Officers on motorcycles swarmed the carriageways and pulled aside dozens of vehicles during the 'cherry picking' operation on Wolverhampton's Dudley Road and Stafford Road.
Six people were arrested including five for unrelated offences including two people thought to be responsible for thefts in the city.
In total 49 vehicles were stopped, 10 people were issued fixed penalty tickets for £200 for driving without insurance and 10 for other matters.
Around 30 officers were involved in the operation, which used automatic number plate recognition technology to match number plates to central police records in seconds, allowing officers to pull aside offenders.
Customs and Excise and Magistrates Court Service officers were also present and collected unpaid fines from offenders.
Among those caught during the regular operations are disqualified drivers, those driving cars involved in crimes, accidents or suspicious behaviour, without insurance, MOT or tax, and people using illegal red diesel.

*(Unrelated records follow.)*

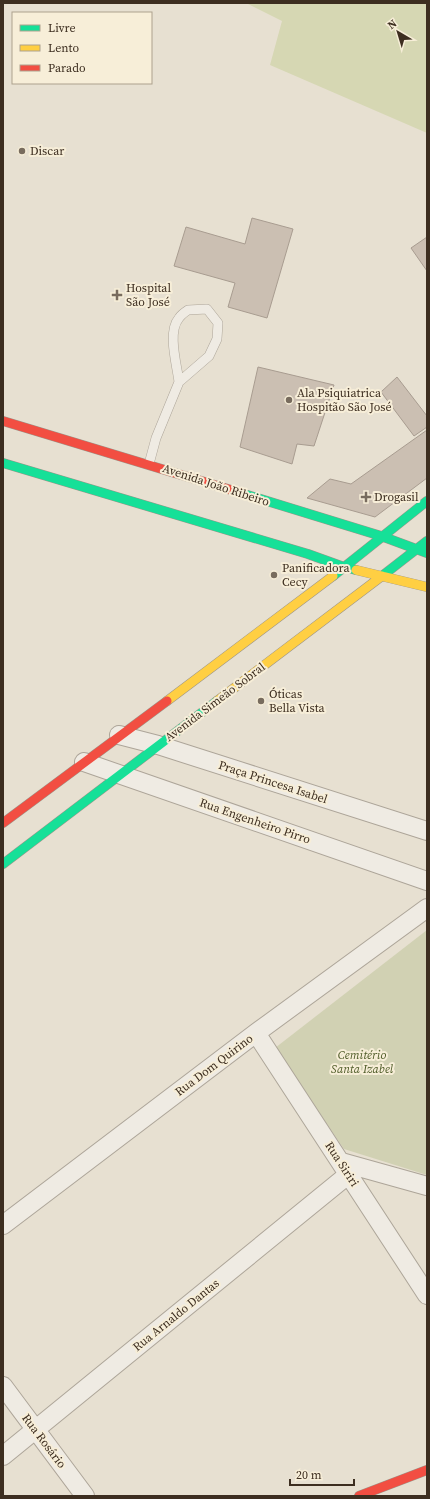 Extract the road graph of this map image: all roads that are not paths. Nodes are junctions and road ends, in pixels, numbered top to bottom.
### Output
1 (179, 382) junction
2 (3, 421) edge
3 (3, 464) edge
4 (149, 464) junction
5 (427, 502) edge
6 (381, 536) junction
7 (427, 542) edge
8 (416, 550) junction
9 (427, 553) edge
10 (344, 567) junction
11 (383, 576) junction
12 (427, 588) edge
13 (119, 735) junction
14 (158, 745) junction
15 (84, 762) junction
16 (120, 774) junction
17 (3, 823) edge
18 (427, 831) edge
19 (3, 864) edge
20 (427, 881) edge
21 (427, 908) edge
22 (256, 1033) junction
23 (345, 1168) junction
24 (427, 1186) edge
25 (3, 1225) edge
26 (427, 1296) edge
27 (3, 1386) edge
28 (35, 1430) junction
29 (3, 1456) edge
30 (427, 1470) edge
31 (85, 1496) edge
32 (359, 1496) edge

1 - 1 lane
1 - 4 lane
2 - 4 main road, Avenida João Ribeiro
3 - 10 main road
4 - 6 main road, Avenida João Ribeiro
5 - 6 main road
6 - 8 main road, Avenida João Ribeiro
6 - 10 main road
7 - 8 main road, Avenida Simeão Sobral
8 - 9 main road, Avenida João Ribeiro
8 - 11 main road, Avenida Simeão Sobral
10 - 11 main road
10 - 13 main road
11 - 12 main road
11 - 14 main road, Avenida Simeão Sobral
13 - 14 street, Praça Princesa Isabel
13 - 15 main road
14 - 16 main road, Avenida Simeão Sobral
14 - 18 street, Praça Princesa Isabel
15 - 16 street, Rua Engenheiro Pirro
15 - 17 main road
16 - 19 main road, Avenida Simeão Sobral
16 - 20 street, Rua Engenheiro Pirro
21 - 22 street, Rua Dom Quirino
22 - 23 street, Rua Siriri
22 - 25 street, Rua Dom Quirino
23 - 24 street
23 - 26 street, Rua Siriri
23 - 28 street, Rua Arnaldo Dantas
27 - 28 street, Rua Rosário
28 - 29 street, Rua Arnaldo Dantas
28 - 31 street, Rua Rosário
30 - 32 main road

Sergeant Pete Rawlins, of Park Lane traffic unit, said the ANPR system minimised disruption to members of the public and caught criminals, including some wanted for the most serious crimes.
"The emphasis is to focus on the vehicles that may have done something wrong so we don't disrupt ordinary law abiding motorists," he said.
"We are looking for crime and we have made quite important arrests. We are trying to fight crime, we are not trying to pick on the motorist."
Tim Stead of the Magistrates Court Service, said the operation enabled them to tie up a great number of outstanding fines.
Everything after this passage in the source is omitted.